Gliding mammals are important dispersers of ectomycorrhizal fungi (Pyare & Longland 2001) and prey of threatened owl species (Carey et al. 1992, Carey & Peeter 1995, Smith 2007). To evaluate these roles of gliding mammals, it is important to study their locomotor performance and population dynamics, which requires trapping. One useful method of capturing gliding mammals is the use of nest boxes (Selonen & Hanski 2004, Taulman & Smith 2004, Lampila et al. 2009); however, nest boxes tend to have low occupancy rates (Suzuki et al. 2008, Reynolds et al. 2009). We investigated how to solve this problem for the Siberian flying squirrel Pteromys volans, a species which can mainly be trapped using nest boxes (e.g. Selonen & Hanski 2004, Selonen et al. 2007).
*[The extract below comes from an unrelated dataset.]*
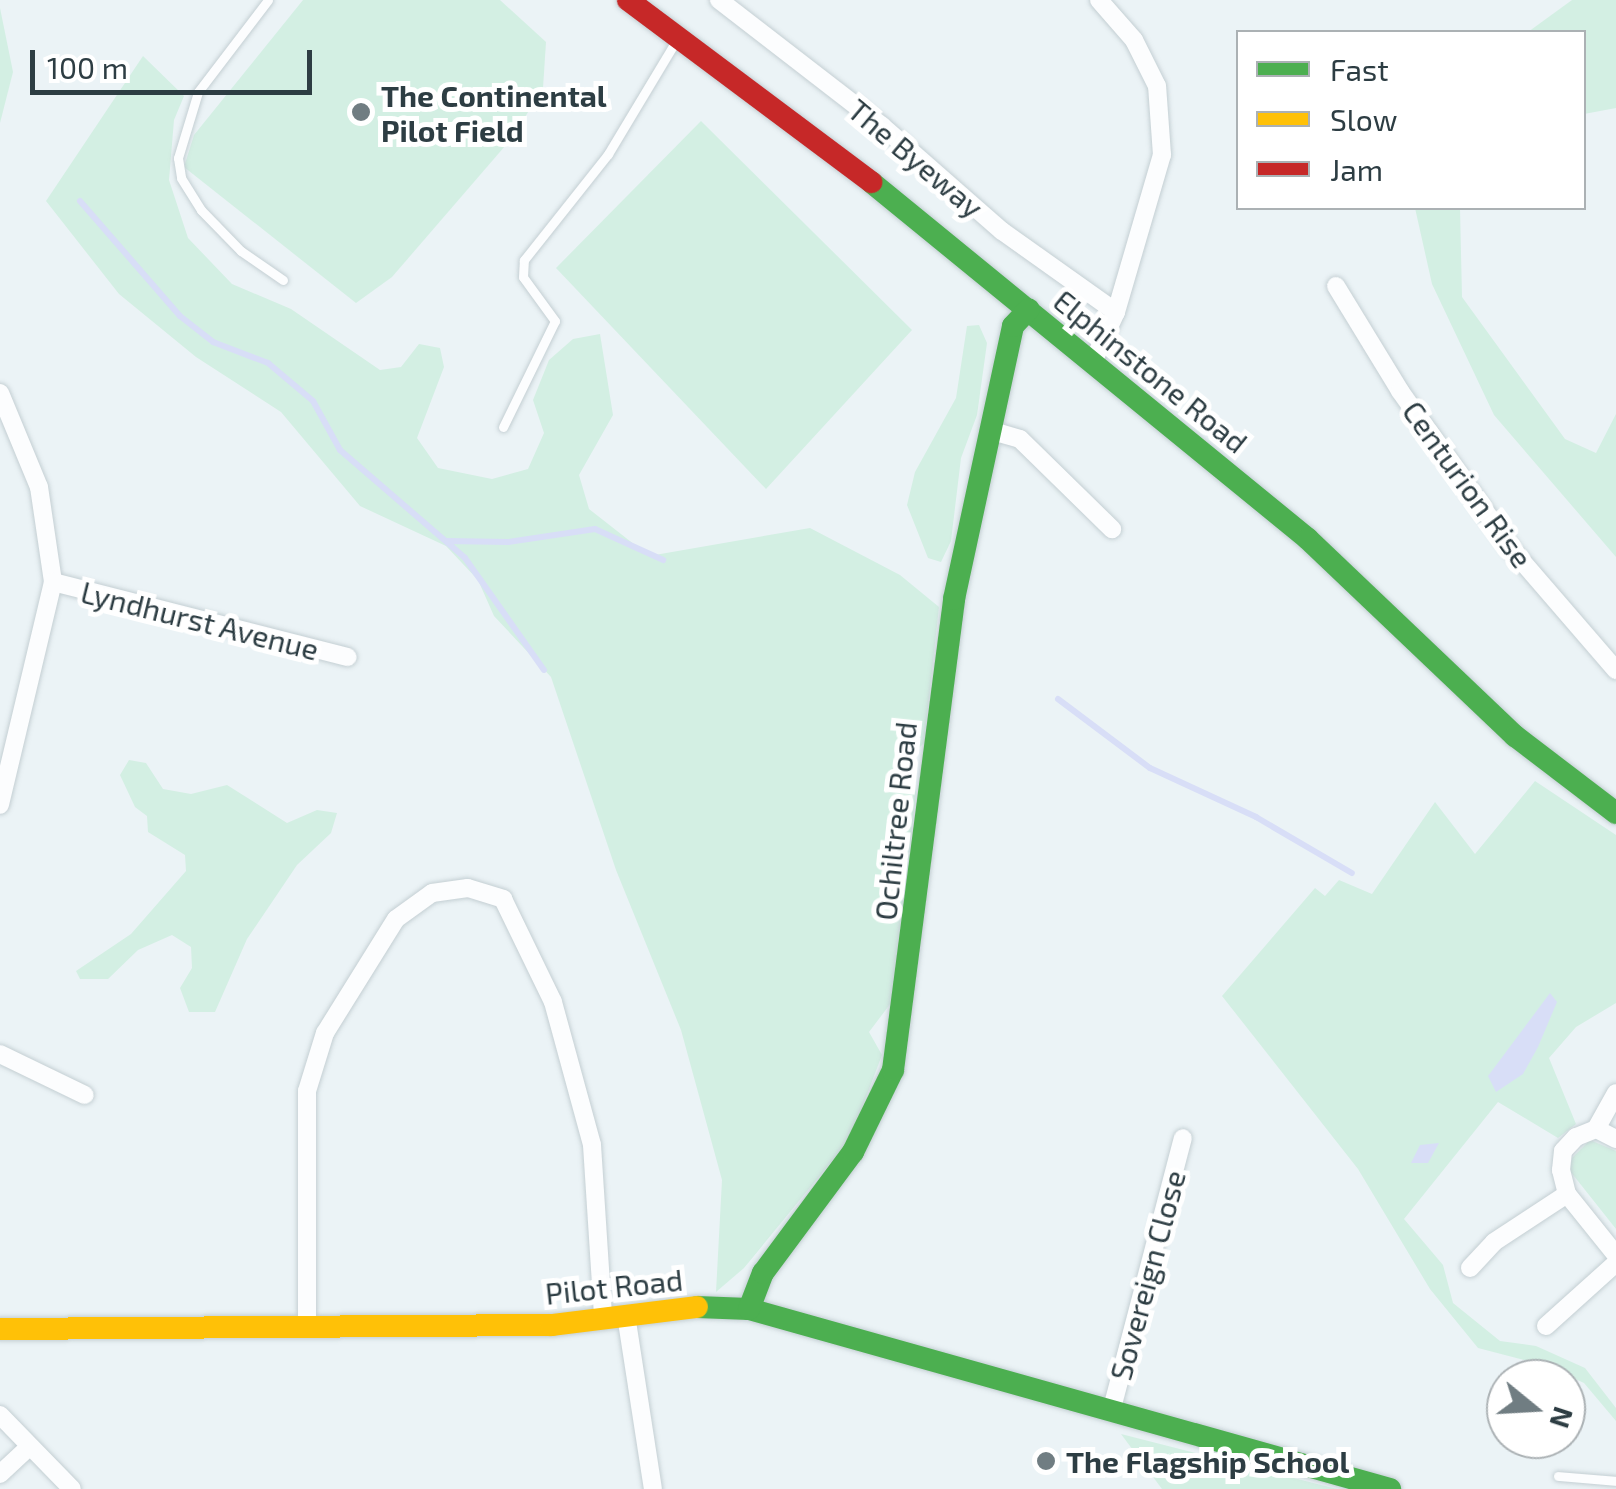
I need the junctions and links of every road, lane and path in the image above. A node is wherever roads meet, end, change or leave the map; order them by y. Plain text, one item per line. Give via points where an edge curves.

With the aim of optimising nest box placement in Siberian flying squirrel research, we investigated nest box selection by this species; specifically, we examined the characteristics of the trees in which boxes were installed, the box height and the cavity and box density. We tested the following three hypotheses: 1) nest box use depends on the characteristics of the tree in which the nest box is installed because they affect the flying squirrel species' decision on whether or not to use a particular cavity (Meyer et al. 2005, Holloway & Malcolm 2007); 2) the squirrels favour nest boxes installed at high locations because they usually live in the upper layers of trees and land on tree trunks [greater than or equal to] 1m above the ground (Suzuki et al 2012); and 3) nest boxes are rarely used if they are installed at high density or in forests with a high cavity density because Siberian flying squirrels, in particular females, tend to reduce home-range overlap (Asari 2008).

Methods

Study areas

We surveyed forests (42[degrees]51'-53'N, 143[degrees]09,-11'E) in Obihiro (in Hokkaido), northern Japan, occupied by Siberian flying squirrels. The forests in this area have been fragmented by clearance for agriculture, road-building and urban development. They currently comprise conifers (29%) including Korean pine Pinus koraiensis, eastern white pine Pinus strobus and Japanese larch Larix leptolepis and broad-leaved trees (71%) including Japanese white birch Betula platyphylla, Manchurian walnut Juglans mandshurica and Japanese emperor oak Quercus dentata. In the forests, height and diameter at breast height (DBH) of trees (N = 173) averaged 15.3 [+ or -] 5.6 (SD) m and 26.0 [+ or -] 11.3 cm, respectively, and tree density averaged 692/ha (Suzuki et al. 2012, Suzuki & Yanagawa 2012).

Nest box survey

We installed 96 boxes (volume 3,456 [cm.sup.3], measuring 24 cm vertical depth x 8 cm range x 18 cm horizontal depth, with a 4.5-cm circular entrance near the top of one side wall and a 2.5-cm wall thickness) in June 2010 under various conditions at 10 sites (Table 1). In 2010, we checked the boxes in July, September, October and November, and in 2011 we checked them in January, May, June, July, August and October. To clarify nest-box use in winter, we removed nest materials after the October 2010 check, and did not remove them after any other checks. All nest materials present from November 2010 onwards were therefore counted as new nest materials. We marked captured Siberian flying squirrels with individually numbered ear tags (KN-295-A, Natsume Seisakusho Co., Ltd) and calculated the smallest number of individual squirrels using each nest box. We categorised the nest boxes as 'used' if they contained Siberian flying squirrels or their nest materials, or both. In contrast, we categorised the boxes as 'unused' if squirrels or materials were not observed in the box throughout the study period.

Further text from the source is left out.